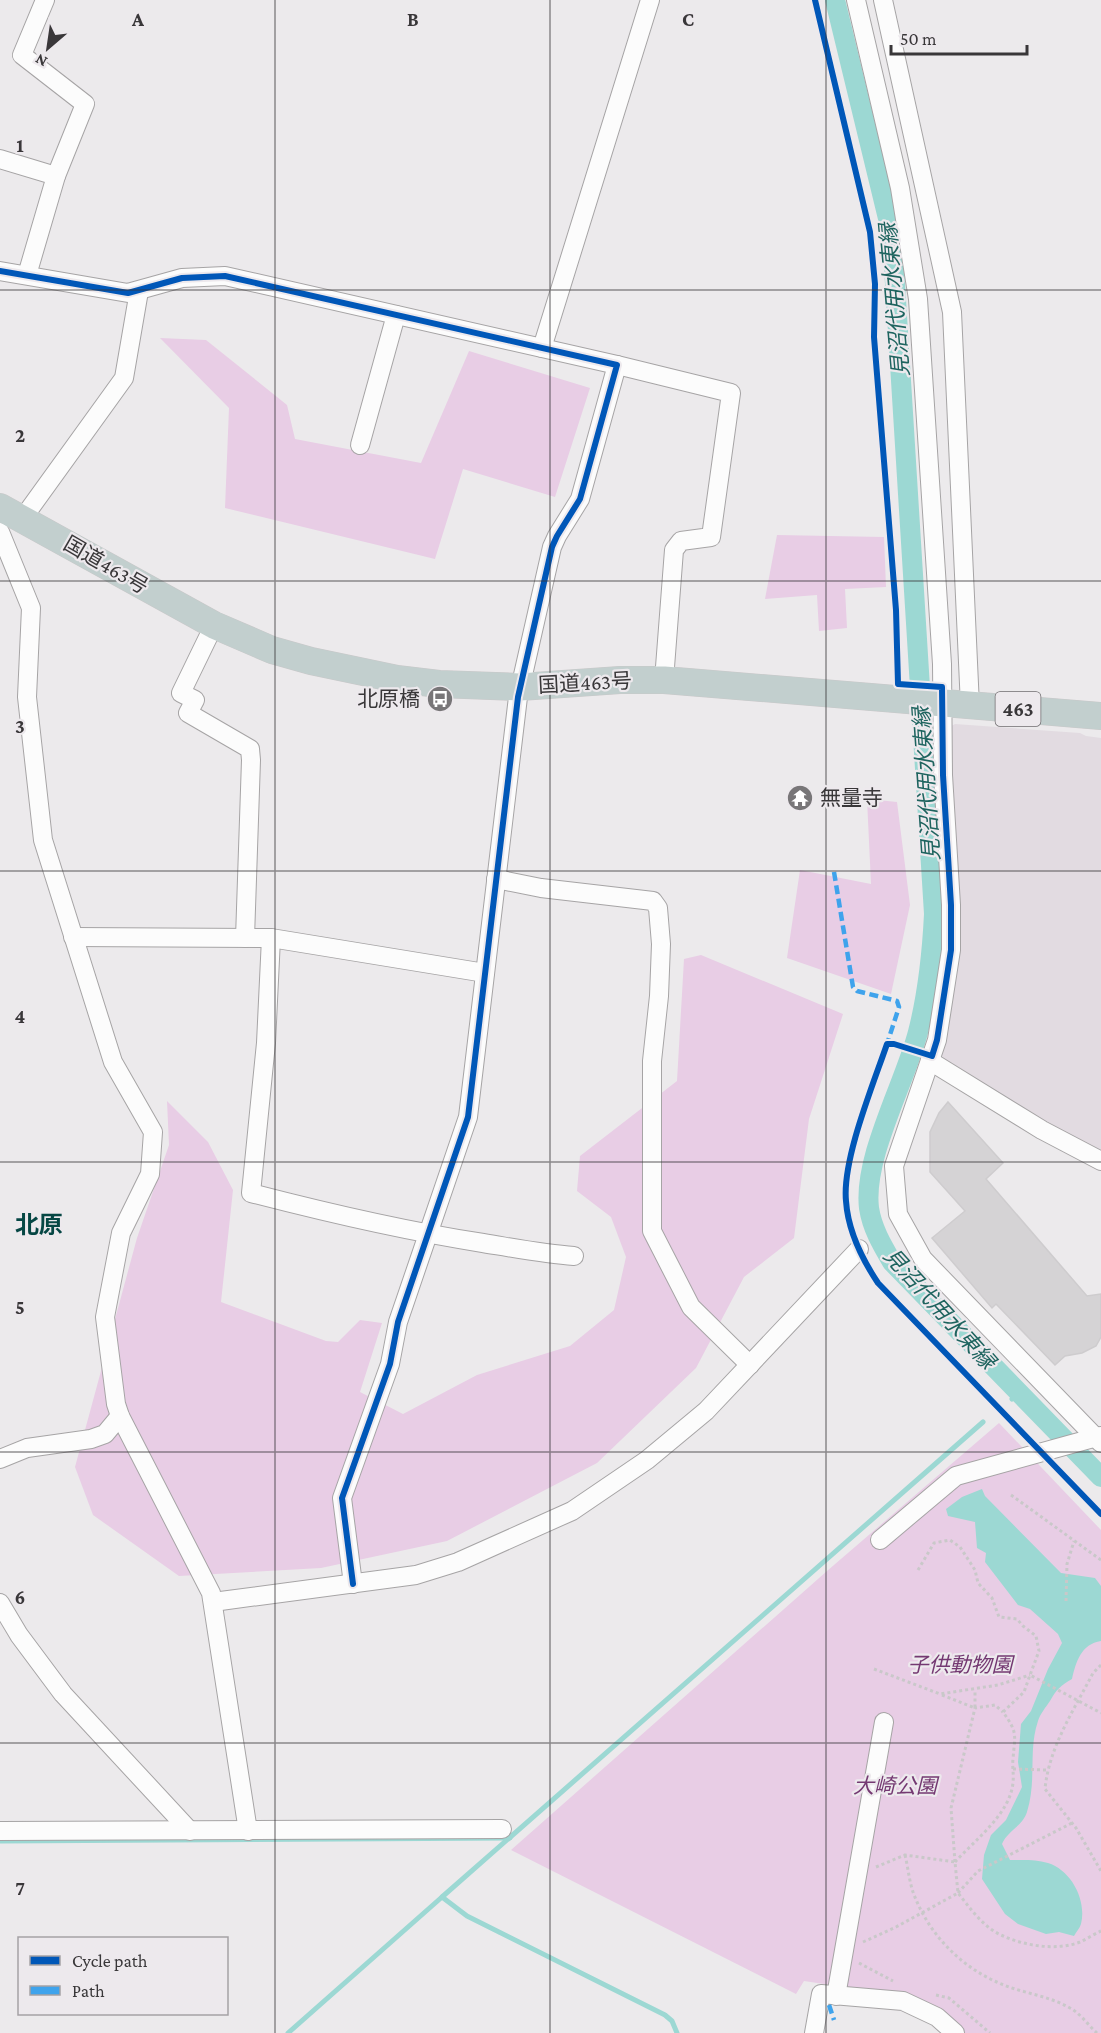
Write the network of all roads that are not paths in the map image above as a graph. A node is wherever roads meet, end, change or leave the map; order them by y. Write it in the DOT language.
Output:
graph roads {
  1 [pos="45,0"];
  2 [pos="650,0"];
  3 [pos="856,0"];
  4 [pos="883,0"];
  5 [pos="0,159"];
  6 [pos="56,176"];
  7 [pos="0,271"];
  8 [pos="27,275"];
  9 [pos="139,291"];
  10 [pos="396,315"];
  11 [pos="542,348"];
  12 [pos="617,365"];
  13 [pos="360,445"];
  14 [pos="12,512"];
  15 [pos="0,532"];
  16 [pos="214,625"];
  17 [pos="969,663"];
  18 [pos="942,664"];
  19 [pos="664,680"];
  20 [pos="520,687"];
  21 [pos="939,702"];
  22 [pos="970,706"];
  23 [pos="1101,716"];
  24 [pos="496,879"];
  25 [pos="73,937"];
  26 [pos="245,938"];
  27 [pos="271,938"];
  28 [pos="485,974"];
  29 [pos="930,1060"];
  30 [pos="1101,1161"];
  31 [pos="428,1234"];
  32 [pos="859,1249"];
  33 [pos="574,1256"];
  34 [pos="750,1365"];
  35 [pos="120,1416"];
  36 [pos="1100,1439"];
  37 [pos="0,1459"];
  38 [pos="880,1540"];
  39 [pos="353,1584"];
  40 [pos="213,1602"];
  41 [pos="0,1603"];
  42 [pos="884,1722"];
  43 [pos="502,1829"];
  44 [pos="0,1831"];
  45 [pos="190,1831"];
  46 [pos="248,1831"];
  47 [pos="836,1996"];
  48 [pos="814,2033"];
  49 [pos="955,2033"];
  1 -- 6 [label="street"];
  2 -- 11 [label="street"];
  3 -- 18 [label="street"];
  4 -- 17 [label="street"];
  5 -- 6 [label="street"];
  6 -- 8 [label="street"];
  7 -- 8 [label="street"];
  8 -- 9 [label="street"];
  9 -- 10 [label="street"];
  9 -- 14 [label="street"];
  10 -- 11 [label="street"];
  10 -- 13 [label="street"];
  11 -- 12 [label="street"];
  12 -- 19 [label="street"];
  12 -- 20 [label="street"];
  14 -- 16 [label="highway, 国道463号 / 463"];
  15 -- 25 [label="street"];
  16 -- 20 [label="highway, 国道463号 / 463"];
  16 -- 26 [label="street"];
  17 -- 18 [label="street"];
  17 -- 22 [label="street"];
  18 -- 21 [label="street"];
  19 -- 20 [label="highway, 国道463号 / 463"];
  19 -- 21 [label="highway, 国道463号 / 463"];
  20 -- 24 [label="street"];
  21 -- 22 [label="highway, 国道463号 / 463"];
  21 -- 29 [label="street"];
  22 -- 23 [label="highway, 国道463号 / 463"];
  24 -- 28 [label="street"];
  24 -- 34 [label="street"];
  25 -- 26 [label="street"];
  25 -- 35 [label="street"];
  26 -- 27 [label="street"];
  27 -- 28 [label="street"];
  27 -- 31 [label="street"];
  28 -- 31 [label="street"];
  29 -- 30 [label="street"];
  29 -- 36 [label="street"];
  31 -- 33 [label="street"];
  31 -- 39 [label="street"];
  32 -- 34 [label="street"];
  34 -- 39 [label="street"];
  35 -- 37 [label="street"];
  35 -- 40 [label="street"];
  36 -- 38 [label="street"];
  39 -- 40 [label="street"];
  40 -- 46 [label="street"];
  41 -- 45 [label="street"];
  42 -- 47 [label="street"];
  43 -- 46 [label="street"];
  44 -- 45 [label="street"];
  45 -- 46 [label="street"];
  47 -- 48 [label="street"];
  47 -- 49 [label="street"];
}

## Exercise
From the records above, tally every line that contains the string "roads"; the reply consists of that number alone.

## Written response
2